(Stored data entries)
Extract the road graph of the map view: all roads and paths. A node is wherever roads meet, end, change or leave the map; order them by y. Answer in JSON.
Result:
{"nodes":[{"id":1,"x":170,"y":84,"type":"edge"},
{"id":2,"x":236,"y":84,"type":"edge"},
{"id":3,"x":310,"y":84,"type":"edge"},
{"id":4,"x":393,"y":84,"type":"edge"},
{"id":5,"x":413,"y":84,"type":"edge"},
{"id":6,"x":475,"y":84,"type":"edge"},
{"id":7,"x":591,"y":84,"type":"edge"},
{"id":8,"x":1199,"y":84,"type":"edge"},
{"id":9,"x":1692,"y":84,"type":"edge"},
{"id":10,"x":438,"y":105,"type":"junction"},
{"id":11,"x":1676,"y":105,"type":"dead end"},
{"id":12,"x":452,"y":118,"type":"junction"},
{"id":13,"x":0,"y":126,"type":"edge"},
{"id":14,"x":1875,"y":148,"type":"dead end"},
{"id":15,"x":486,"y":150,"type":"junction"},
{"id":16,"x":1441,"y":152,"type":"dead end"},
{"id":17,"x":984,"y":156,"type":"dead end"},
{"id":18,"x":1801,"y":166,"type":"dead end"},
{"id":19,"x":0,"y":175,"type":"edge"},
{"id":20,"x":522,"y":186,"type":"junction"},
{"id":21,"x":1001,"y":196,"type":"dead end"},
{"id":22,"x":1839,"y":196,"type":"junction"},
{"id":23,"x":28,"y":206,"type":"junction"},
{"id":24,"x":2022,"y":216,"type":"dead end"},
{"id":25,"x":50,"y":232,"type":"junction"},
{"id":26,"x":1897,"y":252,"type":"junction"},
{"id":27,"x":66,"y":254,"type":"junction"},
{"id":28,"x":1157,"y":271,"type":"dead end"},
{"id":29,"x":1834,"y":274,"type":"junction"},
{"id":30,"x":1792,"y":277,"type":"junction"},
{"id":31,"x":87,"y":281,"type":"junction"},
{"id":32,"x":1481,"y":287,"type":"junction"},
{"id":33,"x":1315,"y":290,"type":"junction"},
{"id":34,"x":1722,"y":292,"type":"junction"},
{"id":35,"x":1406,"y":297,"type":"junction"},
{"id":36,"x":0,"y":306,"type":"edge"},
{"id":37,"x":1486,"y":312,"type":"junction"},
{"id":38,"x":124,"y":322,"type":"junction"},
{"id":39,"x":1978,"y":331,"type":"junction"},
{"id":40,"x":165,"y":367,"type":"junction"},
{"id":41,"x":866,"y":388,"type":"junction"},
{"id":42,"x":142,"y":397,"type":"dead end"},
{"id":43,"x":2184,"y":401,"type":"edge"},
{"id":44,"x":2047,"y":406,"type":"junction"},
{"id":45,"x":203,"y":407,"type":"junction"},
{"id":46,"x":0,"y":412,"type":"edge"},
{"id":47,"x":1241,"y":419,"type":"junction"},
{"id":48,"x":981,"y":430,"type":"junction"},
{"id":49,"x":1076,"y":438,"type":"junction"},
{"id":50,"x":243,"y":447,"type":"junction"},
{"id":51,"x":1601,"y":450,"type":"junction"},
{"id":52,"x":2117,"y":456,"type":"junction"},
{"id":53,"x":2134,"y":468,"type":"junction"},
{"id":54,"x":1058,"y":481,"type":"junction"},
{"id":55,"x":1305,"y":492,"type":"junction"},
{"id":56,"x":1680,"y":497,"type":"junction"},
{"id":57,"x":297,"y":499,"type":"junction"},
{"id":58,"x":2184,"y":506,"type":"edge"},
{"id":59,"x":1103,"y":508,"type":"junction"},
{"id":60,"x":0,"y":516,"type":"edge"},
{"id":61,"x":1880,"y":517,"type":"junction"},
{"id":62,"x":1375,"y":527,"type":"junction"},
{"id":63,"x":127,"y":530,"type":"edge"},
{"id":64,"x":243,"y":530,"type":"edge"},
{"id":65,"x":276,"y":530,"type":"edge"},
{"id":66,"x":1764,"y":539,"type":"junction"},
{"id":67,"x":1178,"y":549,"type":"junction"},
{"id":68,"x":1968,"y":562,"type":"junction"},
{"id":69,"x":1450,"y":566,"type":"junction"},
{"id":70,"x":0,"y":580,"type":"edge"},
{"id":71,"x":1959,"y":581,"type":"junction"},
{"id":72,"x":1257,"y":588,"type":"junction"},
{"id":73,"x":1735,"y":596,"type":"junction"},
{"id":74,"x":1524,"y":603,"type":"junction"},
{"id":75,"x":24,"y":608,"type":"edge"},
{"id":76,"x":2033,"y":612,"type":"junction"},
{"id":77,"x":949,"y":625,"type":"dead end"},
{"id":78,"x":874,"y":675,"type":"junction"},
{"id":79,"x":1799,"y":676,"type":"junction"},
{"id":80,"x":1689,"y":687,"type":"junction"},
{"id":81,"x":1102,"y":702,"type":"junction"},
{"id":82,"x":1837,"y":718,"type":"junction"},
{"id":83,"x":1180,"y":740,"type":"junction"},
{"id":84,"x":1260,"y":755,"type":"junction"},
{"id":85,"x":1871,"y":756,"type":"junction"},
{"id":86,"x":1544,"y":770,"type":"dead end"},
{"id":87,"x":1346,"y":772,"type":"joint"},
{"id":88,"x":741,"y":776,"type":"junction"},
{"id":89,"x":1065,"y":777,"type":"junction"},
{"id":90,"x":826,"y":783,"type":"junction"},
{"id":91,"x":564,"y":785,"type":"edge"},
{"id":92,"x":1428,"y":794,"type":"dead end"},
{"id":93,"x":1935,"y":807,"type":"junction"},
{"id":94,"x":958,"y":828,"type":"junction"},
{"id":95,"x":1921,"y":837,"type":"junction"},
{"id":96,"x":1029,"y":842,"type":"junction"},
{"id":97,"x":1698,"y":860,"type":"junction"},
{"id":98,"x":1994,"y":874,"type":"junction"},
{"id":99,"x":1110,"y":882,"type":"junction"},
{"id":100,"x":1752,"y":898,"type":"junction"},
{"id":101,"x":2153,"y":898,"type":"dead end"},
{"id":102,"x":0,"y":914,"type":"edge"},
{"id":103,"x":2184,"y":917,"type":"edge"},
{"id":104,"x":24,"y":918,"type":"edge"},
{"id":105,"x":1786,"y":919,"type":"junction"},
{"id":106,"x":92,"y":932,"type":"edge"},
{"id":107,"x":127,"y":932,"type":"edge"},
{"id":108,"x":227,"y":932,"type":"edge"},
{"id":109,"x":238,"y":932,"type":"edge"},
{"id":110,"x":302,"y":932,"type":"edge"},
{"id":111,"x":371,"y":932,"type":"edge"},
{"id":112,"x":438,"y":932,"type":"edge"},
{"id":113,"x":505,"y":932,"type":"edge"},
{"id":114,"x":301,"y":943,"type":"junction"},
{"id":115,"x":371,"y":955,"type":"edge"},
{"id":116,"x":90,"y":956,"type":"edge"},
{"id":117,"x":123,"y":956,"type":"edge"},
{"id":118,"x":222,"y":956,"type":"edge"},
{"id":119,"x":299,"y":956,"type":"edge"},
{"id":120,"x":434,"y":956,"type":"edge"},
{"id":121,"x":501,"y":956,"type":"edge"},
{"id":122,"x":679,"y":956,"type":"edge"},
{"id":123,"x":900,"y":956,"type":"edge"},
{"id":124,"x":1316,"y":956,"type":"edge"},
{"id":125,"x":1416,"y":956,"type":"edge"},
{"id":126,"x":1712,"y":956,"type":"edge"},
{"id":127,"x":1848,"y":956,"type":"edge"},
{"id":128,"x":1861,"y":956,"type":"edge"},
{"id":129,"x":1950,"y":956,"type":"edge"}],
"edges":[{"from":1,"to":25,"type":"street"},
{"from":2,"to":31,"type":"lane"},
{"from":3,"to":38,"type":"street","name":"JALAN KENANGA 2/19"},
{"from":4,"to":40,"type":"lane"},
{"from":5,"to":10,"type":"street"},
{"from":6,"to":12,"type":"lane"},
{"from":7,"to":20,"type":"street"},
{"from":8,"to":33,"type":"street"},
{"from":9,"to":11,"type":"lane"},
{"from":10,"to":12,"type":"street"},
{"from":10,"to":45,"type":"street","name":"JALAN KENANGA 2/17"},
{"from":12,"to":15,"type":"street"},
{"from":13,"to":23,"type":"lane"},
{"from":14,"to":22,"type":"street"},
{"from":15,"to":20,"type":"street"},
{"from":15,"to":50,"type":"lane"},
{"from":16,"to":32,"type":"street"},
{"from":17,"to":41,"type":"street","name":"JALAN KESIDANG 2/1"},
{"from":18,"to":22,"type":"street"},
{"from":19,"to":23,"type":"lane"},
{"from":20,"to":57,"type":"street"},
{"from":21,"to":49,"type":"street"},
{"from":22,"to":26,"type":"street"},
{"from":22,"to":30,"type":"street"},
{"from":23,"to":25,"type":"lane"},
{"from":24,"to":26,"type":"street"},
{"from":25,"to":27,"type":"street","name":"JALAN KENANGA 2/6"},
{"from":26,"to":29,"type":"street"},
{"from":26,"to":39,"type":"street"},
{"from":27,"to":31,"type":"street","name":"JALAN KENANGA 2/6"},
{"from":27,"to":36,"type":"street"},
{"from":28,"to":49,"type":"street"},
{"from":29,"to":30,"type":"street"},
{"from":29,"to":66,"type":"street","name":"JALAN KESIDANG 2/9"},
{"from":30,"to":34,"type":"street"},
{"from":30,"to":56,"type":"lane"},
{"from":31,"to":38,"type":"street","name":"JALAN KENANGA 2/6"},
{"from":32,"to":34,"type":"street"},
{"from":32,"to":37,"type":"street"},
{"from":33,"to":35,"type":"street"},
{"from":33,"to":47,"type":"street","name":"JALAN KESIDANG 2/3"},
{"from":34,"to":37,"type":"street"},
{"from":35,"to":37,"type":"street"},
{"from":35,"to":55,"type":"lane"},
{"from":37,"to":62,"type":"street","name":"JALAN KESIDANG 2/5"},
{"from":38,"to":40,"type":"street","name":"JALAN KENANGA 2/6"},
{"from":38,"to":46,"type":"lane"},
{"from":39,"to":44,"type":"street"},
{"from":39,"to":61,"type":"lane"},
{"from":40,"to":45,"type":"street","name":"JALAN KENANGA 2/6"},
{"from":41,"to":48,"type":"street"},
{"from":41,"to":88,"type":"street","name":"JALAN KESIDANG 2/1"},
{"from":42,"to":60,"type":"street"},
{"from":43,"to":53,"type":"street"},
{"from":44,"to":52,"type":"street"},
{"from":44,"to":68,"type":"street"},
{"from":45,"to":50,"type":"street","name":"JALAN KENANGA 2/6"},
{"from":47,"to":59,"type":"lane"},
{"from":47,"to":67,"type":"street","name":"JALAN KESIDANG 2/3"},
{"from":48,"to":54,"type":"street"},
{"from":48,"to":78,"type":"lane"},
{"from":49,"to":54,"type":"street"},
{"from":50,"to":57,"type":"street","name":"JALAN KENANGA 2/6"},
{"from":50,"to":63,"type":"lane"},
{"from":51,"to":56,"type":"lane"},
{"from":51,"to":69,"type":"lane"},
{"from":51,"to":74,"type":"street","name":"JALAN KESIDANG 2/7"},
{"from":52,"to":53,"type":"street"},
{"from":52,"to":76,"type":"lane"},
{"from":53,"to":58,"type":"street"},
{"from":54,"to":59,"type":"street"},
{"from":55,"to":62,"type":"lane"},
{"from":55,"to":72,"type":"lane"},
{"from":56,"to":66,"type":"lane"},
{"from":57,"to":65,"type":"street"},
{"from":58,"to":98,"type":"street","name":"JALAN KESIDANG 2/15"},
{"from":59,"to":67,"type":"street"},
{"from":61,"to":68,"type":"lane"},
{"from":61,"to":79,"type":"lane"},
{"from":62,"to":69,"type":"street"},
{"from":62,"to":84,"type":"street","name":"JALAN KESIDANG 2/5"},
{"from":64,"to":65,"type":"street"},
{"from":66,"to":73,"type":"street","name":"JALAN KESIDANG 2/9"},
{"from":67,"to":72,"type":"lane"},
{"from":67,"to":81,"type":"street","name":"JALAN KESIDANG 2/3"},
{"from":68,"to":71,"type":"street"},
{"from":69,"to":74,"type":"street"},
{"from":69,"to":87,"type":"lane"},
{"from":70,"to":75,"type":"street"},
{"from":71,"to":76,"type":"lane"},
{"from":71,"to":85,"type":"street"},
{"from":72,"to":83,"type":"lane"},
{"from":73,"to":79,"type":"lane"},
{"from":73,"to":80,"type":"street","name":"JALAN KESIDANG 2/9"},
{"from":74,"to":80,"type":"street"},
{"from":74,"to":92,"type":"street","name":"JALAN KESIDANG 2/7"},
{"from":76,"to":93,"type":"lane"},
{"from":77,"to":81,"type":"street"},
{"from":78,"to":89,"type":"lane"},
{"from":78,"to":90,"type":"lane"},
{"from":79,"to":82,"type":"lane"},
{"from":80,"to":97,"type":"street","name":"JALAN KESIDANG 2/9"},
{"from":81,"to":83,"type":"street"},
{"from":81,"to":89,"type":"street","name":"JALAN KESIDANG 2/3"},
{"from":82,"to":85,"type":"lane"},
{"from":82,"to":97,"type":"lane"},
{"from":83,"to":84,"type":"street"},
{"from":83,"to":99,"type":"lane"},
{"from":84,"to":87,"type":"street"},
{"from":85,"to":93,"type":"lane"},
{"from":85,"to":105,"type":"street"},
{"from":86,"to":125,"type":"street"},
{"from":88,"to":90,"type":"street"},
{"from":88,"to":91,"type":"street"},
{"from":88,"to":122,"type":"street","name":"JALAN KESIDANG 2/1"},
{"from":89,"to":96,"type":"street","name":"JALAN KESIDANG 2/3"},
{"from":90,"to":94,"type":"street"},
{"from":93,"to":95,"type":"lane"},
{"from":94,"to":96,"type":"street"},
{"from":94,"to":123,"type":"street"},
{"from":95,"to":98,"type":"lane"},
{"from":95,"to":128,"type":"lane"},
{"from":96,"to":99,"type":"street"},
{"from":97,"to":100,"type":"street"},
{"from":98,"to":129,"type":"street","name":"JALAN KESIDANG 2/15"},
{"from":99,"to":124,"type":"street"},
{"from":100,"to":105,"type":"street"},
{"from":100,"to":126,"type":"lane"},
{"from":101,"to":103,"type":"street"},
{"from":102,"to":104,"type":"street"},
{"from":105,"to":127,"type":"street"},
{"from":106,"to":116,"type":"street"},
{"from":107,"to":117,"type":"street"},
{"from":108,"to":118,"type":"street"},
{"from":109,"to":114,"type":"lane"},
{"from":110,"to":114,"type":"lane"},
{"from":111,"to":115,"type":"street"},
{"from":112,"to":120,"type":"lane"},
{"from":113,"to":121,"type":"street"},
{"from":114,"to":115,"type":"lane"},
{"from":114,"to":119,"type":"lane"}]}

=== What to do ===
Check every line of the data above for the string "KENANGA", and copy those that have it.

=== Task result ===
{"from":3,"to":38,"type":"street","name":"JALAN KENANGA 2/19"},
{"from":10,"to":45,"type":"street","name":"JALAN KENANGA 2/17"},
{"from":25,"to":27,"type":"street","name":"JALAN KENANGA 2/6"},
{"from":27,"to":31,"type":"street","name":"JALAN KENANGA 2/6"},
{"from":31,"to":38,"type":"street","name":"JALAN KENANGA 2/6"},
{"from":38,"to":40,"type":"street","name":"JALAN KENANGA 2/6"},
{"from":40,"to":45,"type":"street","name":"JALAN KENANGA 2/6"},
{"from":45,"to":50,"type":"street","name":"JALAN KENANGA 2/6"},
{"from":50,"to":57,"type":"street","name":"JALAN KENANGA 2/6"},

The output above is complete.